INPUT DATA
◇ ◇ ◇ ◇ ◇
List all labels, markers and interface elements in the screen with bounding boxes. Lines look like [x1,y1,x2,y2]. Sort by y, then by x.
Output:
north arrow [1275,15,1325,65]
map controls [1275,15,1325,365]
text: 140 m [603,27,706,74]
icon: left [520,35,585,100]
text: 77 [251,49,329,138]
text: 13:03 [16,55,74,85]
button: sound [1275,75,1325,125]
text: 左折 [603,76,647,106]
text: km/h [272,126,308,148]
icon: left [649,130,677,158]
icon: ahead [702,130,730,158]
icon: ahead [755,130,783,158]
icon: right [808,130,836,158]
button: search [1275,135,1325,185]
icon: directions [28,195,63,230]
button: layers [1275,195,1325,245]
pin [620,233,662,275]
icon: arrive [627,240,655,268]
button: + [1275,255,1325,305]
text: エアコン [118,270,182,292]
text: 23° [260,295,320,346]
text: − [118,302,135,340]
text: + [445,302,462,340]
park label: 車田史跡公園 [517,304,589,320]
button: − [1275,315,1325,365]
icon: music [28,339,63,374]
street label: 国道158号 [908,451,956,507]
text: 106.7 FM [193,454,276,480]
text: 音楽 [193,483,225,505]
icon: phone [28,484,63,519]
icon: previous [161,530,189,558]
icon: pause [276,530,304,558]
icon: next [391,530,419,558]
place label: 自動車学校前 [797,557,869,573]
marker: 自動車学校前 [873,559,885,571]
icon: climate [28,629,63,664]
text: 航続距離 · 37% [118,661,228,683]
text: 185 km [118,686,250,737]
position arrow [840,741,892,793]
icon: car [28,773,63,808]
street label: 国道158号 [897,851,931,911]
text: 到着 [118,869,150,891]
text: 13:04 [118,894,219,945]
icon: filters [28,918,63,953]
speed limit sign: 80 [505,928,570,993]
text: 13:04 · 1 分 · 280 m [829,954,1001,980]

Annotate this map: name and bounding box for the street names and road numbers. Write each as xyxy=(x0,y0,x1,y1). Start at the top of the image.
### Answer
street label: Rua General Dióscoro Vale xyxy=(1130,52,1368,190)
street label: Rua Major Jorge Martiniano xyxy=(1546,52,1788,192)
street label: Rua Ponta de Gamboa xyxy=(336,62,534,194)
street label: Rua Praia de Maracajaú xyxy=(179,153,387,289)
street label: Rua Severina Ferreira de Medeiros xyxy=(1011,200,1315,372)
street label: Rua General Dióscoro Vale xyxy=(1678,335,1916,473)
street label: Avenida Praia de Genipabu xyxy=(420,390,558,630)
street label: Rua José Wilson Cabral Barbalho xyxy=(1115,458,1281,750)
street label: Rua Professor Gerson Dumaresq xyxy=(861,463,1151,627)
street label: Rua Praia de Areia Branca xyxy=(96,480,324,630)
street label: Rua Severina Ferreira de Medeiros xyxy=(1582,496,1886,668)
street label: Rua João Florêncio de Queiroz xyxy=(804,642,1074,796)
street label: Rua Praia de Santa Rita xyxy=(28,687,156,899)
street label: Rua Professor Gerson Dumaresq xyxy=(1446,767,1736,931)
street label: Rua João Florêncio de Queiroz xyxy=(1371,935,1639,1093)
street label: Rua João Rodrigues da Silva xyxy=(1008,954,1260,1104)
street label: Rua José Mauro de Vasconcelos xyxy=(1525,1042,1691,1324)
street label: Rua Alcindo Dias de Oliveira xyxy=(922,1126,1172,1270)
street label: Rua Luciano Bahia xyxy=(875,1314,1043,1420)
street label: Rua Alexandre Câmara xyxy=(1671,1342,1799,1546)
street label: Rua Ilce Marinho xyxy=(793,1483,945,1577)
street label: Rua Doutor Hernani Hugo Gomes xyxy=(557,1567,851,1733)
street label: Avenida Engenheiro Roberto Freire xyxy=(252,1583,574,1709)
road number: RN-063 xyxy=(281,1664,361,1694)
◇ ◇ ◇ ◇ ◇
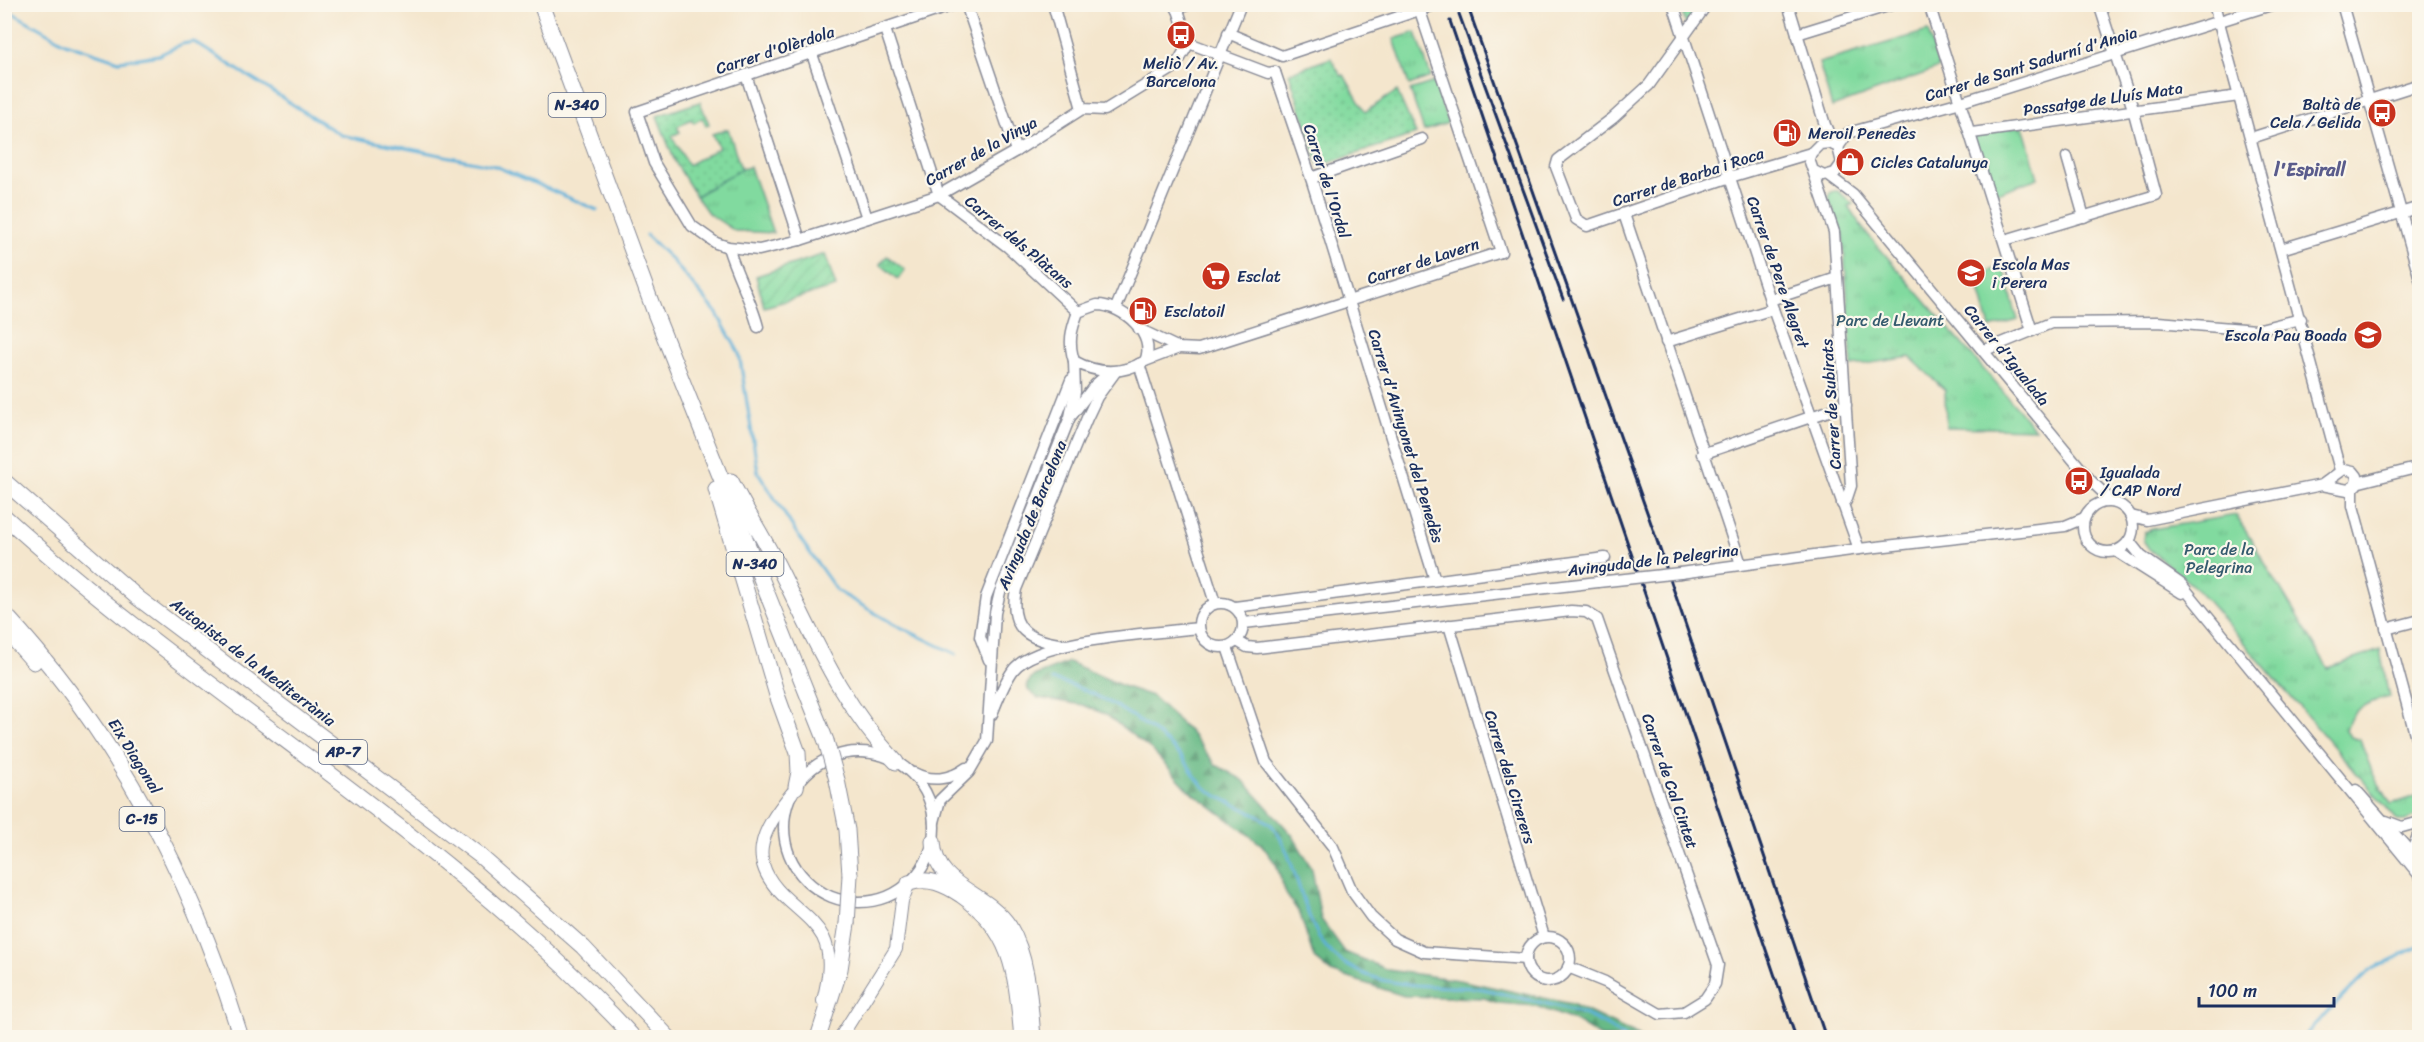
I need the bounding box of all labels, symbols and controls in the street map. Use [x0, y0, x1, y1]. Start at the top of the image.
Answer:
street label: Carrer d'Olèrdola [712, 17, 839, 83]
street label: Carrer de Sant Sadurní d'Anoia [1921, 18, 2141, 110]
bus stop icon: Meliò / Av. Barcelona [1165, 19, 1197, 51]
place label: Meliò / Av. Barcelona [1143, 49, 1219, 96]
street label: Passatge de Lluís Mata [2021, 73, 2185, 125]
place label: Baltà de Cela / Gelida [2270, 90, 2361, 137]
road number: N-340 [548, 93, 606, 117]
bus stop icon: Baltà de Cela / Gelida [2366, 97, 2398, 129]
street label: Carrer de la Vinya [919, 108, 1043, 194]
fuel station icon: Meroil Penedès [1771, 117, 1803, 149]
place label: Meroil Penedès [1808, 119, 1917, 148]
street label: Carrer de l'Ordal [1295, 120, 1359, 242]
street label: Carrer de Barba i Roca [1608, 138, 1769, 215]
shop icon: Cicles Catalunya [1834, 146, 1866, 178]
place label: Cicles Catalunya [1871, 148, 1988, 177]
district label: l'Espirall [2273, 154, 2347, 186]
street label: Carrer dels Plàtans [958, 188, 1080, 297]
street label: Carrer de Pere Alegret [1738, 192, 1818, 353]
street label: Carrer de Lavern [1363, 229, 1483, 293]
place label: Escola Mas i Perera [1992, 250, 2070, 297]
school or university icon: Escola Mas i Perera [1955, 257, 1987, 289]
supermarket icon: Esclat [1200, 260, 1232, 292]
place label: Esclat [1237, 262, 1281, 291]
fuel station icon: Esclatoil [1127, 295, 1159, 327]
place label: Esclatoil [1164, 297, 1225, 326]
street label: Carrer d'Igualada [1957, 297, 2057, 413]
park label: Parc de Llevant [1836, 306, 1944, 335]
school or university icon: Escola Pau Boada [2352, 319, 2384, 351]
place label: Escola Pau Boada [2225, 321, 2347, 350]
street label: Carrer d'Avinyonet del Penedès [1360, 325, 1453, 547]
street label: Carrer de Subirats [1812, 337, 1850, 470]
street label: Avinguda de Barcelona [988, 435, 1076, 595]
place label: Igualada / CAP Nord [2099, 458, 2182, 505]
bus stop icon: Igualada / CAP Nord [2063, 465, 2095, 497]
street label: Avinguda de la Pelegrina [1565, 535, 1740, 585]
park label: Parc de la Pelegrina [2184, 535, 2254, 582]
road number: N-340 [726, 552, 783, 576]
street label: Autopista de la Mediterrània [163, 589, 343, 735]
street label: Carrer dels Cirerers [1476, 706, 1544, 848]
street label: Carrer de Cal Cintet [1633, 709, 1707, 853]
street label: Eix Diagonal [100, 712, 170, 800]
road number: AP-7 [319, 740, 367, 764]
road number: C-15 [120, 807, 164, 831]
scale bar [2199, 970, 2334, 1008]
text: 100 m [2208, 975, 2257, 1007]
◇ ◇ ◇ ◇ ◇
ASSIGNMENT
Scan the records above for the string "university", and copy every line where it turns up.

WRITTEN ANSWER
school or university icon: Escola Mas i Perera [1955, 257, 1987, 289]
school or university icon: Escola Pau Boada [2352, 319, 2384, 351]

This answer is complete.